* Rework the entire file parsing system
prepare for future changes
* Estimate memory usage perfectly
Removes whatever issue with small models that used to exist
* Fix file stream ops on macOS
for me this compiles on Windows 11, Ubuntu 20.04, and macOS 10.14
* Fix rwkv.cpp for non-WIN32 MSVC invocations like bindgen-rs
* Implement Q8_1 quantization
...and disable the type, because GGML doesn't support the ops
required to run inference with it.
It's not worth any nasty hacks or workarounds right now, Q8_0 is
very very similar if one wants 8-bit quantization.
* Completely remove Q8_1 type
This type isn't meant to be user-facing in any way so I may as well
get rid of it now since it will probably never exist as a data
format.
* Switch from std::vector to unique array for model layers
These don't ever need to be resized
* Factor ffn.key.weight height into memory estimate
some models have this set weirdly, in various different ways.
just give up and record the actual size of it and use that
* Make a few more operations inplace
ggml doesn't currently expose most of the stuff it supports, so
force some things. not 100% sure about this, I don't think the
memory savings are that worth it
* attempt a perfect upper bound size for the scratch space
This should be the largest work_size seen in any model, since it
is always larger than any of the other paramters except vocab
(which does not participate in the graph work size).
* Revert "Make a few more operations inplace"
This reverts commit f94d6eb216040ae0ad23d2b9c87fae8349882f89.
* Make less calls to fread
micro-optimization
* Fix memory size estimation for smaller models
ggml works with some larger formats internally
* print location in all assert macros
* remove trailing whitespace
* add type_to_string entry for unknown
* Simplify quantization a bit
* fix cuBLAS compatibility
adding n_gpu_layers to rwkv_init_from_file won't work.
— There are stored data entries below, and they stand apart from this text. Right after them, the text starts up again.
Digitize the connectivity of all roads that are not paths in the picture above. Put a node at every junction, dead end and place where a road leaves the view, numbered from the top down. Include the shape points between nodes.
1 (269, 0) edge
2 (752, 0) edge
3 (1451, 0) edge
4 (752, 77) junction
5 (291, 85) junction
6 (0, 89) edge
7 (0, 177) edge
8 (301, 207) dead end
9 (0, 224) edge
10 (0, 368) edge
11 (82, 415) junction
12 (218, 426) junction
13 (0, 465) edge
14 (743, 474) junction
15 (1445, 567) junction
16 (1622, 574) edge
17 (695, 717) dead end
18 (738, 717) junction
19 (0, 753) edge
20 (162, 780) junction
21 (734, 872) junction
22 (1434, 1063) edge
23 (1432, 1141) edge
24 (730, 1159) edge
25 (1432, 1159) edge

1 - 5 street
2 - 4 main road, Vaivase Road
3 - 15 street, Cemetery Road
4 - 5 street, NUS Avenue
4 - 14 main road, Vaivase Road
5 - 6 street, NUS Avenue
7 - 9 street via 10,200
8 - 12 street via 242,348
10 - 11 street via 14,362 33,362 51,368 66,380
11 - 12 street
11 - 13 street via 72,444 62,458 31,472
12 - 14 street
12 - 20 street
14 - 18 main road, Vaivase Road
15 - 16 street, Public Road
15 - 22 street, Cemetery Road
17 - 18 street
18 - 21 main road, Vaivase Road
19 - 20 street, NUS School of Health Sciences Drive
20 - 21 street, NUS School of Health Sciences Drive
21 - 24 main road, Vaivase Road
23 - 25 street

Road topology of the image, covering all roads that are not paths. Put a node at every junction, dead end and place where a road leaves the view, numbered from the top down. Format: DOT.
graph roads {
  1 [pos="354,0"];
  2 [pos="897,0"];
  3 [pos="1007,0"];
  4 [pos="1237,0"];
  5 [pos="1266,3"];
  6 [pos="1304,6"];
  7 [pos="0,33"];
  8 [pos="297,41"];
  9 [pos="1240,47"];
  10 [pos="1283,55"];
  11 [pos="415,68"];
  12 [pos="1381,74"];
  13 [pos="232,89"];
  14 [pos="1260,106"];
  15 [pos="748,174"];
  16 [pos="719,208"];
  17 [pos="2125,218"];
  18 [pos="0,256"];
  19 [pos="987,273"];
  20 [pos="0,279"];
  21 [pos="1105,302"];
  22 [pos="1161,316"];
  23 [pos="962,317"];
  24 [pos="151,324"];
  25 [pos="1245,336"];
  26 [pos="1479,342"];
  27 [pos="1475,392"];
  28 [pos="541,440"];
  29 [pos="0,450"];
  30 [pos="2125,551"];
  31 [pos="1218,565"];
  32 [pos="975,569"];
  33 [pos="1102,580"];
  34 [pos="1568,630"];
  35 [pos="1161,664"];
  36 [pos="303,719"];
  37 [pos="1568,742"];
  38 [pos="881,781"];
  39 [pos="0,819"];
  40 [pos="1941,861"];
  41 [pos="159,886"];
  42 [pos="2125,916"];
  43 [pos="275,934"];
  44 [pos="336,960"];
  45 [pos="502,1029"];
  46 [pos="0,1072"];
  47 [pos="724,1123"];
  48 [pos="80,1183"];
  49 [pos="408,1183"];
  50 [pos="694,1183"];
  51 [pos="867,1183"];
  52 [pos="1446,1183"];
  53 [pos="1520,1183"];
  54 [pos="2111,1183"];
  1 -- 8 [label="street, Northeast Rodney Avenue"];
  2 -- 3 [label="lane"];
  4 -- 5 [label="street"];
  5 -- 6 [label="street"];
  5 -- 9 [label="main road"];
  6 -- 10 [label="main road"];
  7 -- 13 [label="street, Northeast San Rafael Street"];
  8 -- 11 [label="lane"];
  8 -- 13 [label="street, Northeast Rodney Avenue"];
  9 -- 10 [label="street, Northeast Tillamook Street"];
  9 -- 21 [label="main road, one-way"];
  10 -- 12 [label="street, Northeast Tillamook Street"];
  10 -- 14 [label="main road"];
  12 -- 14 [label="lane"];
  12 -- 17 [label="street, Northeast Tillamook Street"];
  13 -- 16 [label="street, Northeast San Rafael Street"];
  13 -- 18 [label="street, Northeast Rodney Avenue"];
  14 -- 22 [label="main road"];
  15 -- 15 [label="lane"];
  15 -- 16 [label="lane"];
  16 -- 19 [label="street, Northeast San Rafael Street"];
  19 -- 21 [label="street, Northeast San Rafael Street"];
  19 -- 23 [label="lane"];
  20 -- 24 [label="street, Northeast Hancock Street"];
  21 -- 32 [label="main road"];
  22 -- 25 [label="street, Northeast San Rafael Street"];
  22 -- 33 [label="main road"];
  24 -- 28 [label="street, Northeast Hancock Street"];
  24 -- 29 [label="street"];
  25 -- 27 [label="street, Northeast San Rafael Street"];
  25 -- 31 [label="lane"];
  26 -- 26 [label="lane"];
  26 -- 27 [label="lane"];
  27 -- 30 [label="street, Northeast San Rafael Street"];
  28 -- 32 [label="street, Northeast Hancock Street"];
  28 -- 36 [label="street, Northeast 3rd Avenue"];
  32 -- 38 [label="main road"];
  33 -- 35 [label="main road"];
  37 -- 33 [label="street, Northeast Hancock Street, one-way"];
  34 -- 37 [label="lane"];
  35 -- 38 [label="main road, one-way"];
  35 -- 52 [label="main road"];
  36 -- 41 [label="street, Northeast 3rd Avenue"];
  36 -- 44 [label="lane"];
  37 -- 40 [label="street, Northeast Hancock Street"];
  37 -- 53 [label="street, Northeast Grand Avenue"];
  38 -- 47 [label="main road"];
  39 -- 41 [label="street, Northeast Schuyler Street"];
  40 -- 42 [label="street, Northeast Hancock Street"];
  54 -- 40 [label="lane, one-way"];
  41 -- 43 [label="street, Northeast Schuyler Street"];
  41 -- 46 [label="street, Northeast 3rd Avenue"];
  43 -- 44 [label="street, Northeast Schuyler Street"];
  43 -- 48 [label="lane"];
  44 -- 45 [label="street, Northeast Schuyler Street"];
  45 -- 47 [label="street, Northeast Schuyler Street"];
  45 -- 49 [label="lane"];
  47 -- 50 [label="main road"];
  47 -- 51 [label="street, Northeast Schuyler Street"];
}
add an extra function instead
* fix quantize
* quantize: don't create output file if opening input fails
* Rename gpu offload layers
might want to avoid branding it with cublas in case we add something
like clblast support in the future
* Remove old read_int32 and write_int32 functions
It's all uints now
* Remove static from things
* Only call gpu_offload_layers if gpu_layer_count > 0
* Add rwkv_ prefix to all structures
* Braces
* Functions naming convention
* Remove blank line after comment
* Capitalize comments
* Re-add quantize explanatory comment
* Re-add histogram comment
* Convert all error messages to uppercase
* Make type conversions extern
for ffi bindings from other langs
* Name the state parts
The code in rwkv_eval to initialize the state (when state_in is
NULL) was getting very confusing so I just put everything in a
struct to name it.
* Fnvalid
* chore: add ggml import in the head of rwkv.h
* chore: add ggml import in the head of rwkv.h
* feat: add cublas support
* feat: update rwkv.cpp
* feat: remove unused change
* chore: fix linux build issue
* chore: sync ggml and offload tensor to gpu
* chore: comment out tensors which occurs error on GPU
* chore: update comment and readme
* chore: update ggml to recent
* chore: add more performance test results
* chore: add more performance test results
* chore: fix problem of reading file more than 2 gb
* chore: merge master
* chore: remove unused comment
* chore: fix for comments
* Update README.md
* Update rwkv.cpp
---------
Co-authored-by: Alex <saharNooby@users.noreply.github.com>
* Use types from typing for better compatibility with older Python versions
* Split last double end of line token as per BlinkDL's suggestion
* Fix MSVC warnings
* Drop Q4_2 support
* Update ggml
* Bump file format version for quantization changes
* Apply suggestions
* Add rwkv_set_print_errors and rwkv_get_last_error
Fixes#63
This allows retrieving errors from the library without having to
pipe stderr. Also it was annoying that rwkv.cpp assumed control of
the caller process by doing things like calling abort() when it
shouldn't, so I also fixed that.
The basic way this works is:
1. by default, not much is different, except more errors are caught,
and rwkv.cpp should never abort the process or throw a C++
exception.
2. the difference comes when you call rwkv_set_print_errors
(working title):
1. errors will no longer be printed to stderr automatically
2. errors will be assigned to a thread-local variable (during
init/quantization) or a context-local variable (during eval)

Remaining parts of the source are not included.